在试验操作过程中发现：(1)由于玉木耳、毛木耳较黑木耳肉厚较韧，因此在掰取组织块时更费力，黑木耳耳片较薄易掰碎；(2)除青霉素外的3种抗生素均在酒精溶液中呈现析出现象，溶解性青霉素>头孢曲松钠>庆大霉素>链霉素，随着抗生素浓度升高析出现象加重，甚至高浓度浸泡处理的部分组织块在取出时会粘有沉淀，影响了组织块萌发，因此，配制易析出消毒剂时注意混匀并及时使用；(3)可使用60 mm玻璃平板或其他灭菌玻璃容器操作，保持消毒剂浓度使组织块没过消毒剂即可，一次配药可分离多份样品，以减少抗生素排放[30]。

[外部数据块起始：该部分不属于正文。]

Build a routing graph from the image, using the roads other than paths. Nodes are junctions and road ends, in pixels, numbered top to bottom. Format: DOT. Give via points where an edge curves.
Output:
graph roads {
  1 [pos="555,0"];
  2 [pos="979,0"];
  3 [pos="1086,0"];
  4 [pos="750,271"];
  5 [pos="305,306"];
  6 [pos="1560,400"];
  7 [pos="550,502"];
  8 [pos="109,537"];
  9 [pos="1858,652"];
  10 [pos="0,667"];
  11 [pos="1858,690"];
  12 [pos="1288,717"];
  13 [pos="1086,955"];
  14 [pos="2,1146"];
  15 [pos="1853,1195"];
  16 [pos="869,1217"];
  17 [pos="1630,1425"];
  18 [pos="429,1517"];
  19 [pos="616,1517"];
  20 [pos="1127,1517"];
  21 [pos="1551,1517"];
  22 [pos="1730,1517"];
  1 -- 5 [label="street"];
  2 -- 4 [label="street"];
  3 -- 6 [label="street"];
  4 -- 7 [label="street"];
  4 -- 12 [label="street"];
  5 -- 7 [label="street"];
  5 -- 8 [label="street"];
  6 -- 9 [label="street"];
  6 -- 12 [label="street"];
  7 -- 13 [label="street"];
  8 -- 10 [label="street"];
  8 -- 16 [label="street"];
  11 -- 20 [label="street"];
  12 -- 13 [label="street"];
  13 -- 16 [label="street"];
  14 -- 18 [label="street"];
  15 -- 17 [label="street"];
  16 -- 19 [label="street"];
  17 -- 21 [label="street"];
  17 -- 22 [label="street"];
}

菌物研究过程中发现部分真菌也会受到抗生素的抑制，比如在构建遗传转化中常用的潮霉素、卡那霉素等，还有如多菌灵、咪鲜胺等真菌抑制剂[24]，除所选用的4种常用抗生素外，氯霉素对细菌也有较好抑制效果可考虑使用[31,32]。研究的4种抗生素没有表现出对木耳菌丝的抑制作用，但使用抗生素及真菌抑制剂对菌株的生物学特性、酶活性、栽培性状等方面是否存在影响，还需进一步讨论。

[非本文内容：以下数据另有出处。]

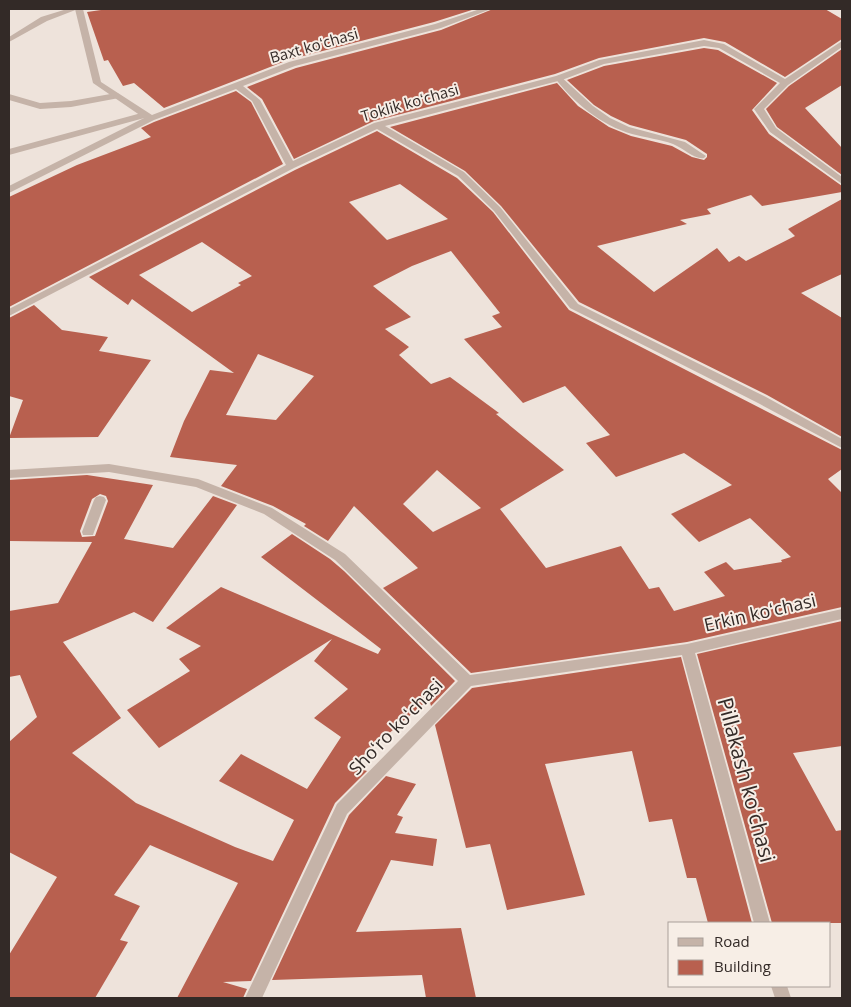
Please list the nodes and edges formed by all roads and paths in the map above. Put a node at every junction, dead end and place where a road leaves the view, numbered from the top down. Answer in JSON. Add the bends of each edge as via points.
{"nodes":[{"id":1,"x":74,"y":9,"type":"edge"},
{"id":2,"x":79,"y":9,"type":"edge"},
{"id":3,"x":487,"y":9,"type":"edge"},
{"id":4,"x":9,"y":40,"type":"edge"},
{"id":5,"x":841,"y":45,"type":"edge"},
{"id":6,"x":559,"y":78,"type":"junction"},
{"id":7,"x":785,"y":83,"type":"junction"},
{"id":8,"x":237,"y":86,"type":"junction"},
{"id":9,"x":116,"y":96,"type":"junction"},
{"id":10,"x":9,"y":97,"type":"edge"},
{"id":11,"x":148,"y":117,"type":"junction"},
{"id":12,"x":377,"y":125,"type":"junction"},
{"id":13,"x":9,"y":152,"type":"edge"},
{"id":14,"x":701,"y":156,"type":"dead end"},
{"id":15,"x":291,"y":166,"type":"junction"},
{"id":16,"x":842,"y":181,"type":"edge"},
{"id":17,"x":9,"y":190,"type":"edge"},
{"id":18,"x":9,"y":312,"type":"edge"},
{"id":19,"x":842,"y":444,"type":"edge"},
{"id":20,"x":9,"y":474,"type":"edge"},
{"id":21,"x":100,"y":500,"type":"dead end"},
{"id":22,"x":88,"y":532,"type":"dead end"},
{"id":23,"x":842,"y":614,"type":"edge"},
{"id":24,"x":687,"y":649,"type":"junction"},
{"id":25,"x":467,"y":681,"type":"junction"},
{"id":26,"x":762,"y":922,"type":"edge"},
{"id":27,"x":253,"y":998,"type":"edge"}],
"edges":[{"from":1,"to":4,"type":"street","via":[[44,19]]},
{"from":2,"to":9,"type":"street","via":[[96,83]]},
{"from":3,"to":8,"type":"street","name":"Baxt koʻchasi","via":[[438,26],[292,64]]},
{"from":5,"to":7,"type":"street"},
{"from":6,"to":7,"type":"street","name":"Toklik koʻchasi","via":[[602,62],[704,44],[721,46]]},
{"from":6,"to":12,"type":"street","name":"Toklik koʻchasi"},
{"from":6,"to":14,"type":"street","via":[[593,112],[610,122],[670,138]]},
{"from":7,"to":16,"type":"street","via":[[759,109],[773,130]]},
{"from":8,"to":11,"type":"street","name":"Baxt koʻchasi"},
{"from":8,"to":15,"type":"street","via":[[256,100]]},
{"from":9,"to":10,"type":"street","via":[[40,106]]},
{"from":9,"to":11,"type":"street"},
{"from":11,"to":13,"type":"street"},
{"from":11,"to":17,"type":"street","name":"Baxt koʻchasi"},
{"from":12,"to":15,"type":"street","name":"Toklik koʻchasi"},
{"from":12,"to":19,"type":"street","via":[[461,174],[497,209],[574,306]]},
{"from":15,"to":18,"type":"street","name":"Toklik koʻchasi"},
{"from":20,"to":25,"type":"street","via":[[108,473],[198,483],[268,511],[340,557]]},
{"from":21,"to":22,"type":"street"},
{"from":23,"to":24,"type":"street","name":"Erkin koʻchasi"},
{"from":24,"to":25,"type":"street","name":"Shoʻro koʻchasi"},
{"from":24,"to":26,"type":"street","name":"Pillakash koʻchasi"},
{"from":25,"to":27,"type":"street","name":"Shoʻro koʻchasi","via":[[342,809]]}]}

干耳组织分离成活率受干燥方式、保存时干耳含水量、保存条件和霉菌污染情况等因素的影响。以往报道中鲜耳可使用低温鼓风干燥[33]、自然晒干或28℃烘干[19]获得干耳后组织分离，试验中65℃烘干玉木耳常温保存1年仍可萌发菌丝，这与孟秀秀和李晓[34]关于自然晒干黑木耳可保存1年后组织分离的研究结果一致。木耳孢子在PDA培养基的萌发时间约为5 d[35]，因此可育层(光滑面)萌发菌丝非孢子萌发，且干木耳的不同部位均可萌发，这与鲜耳组织分离中使用菌肉分离研究一致[16]。不同萌发面菌丝的萌发时间、生长速度不仅与样品本身有关，也与该萌发面所受物理损伤、是否能够直接接触培养基有关。通过观察推测绒毛也具有分化出菌丝的能力，但不同萌发面萌发的菌丝间是否有差异，是否能够发育出子实体完成生活史等还需要进一步研究讨论。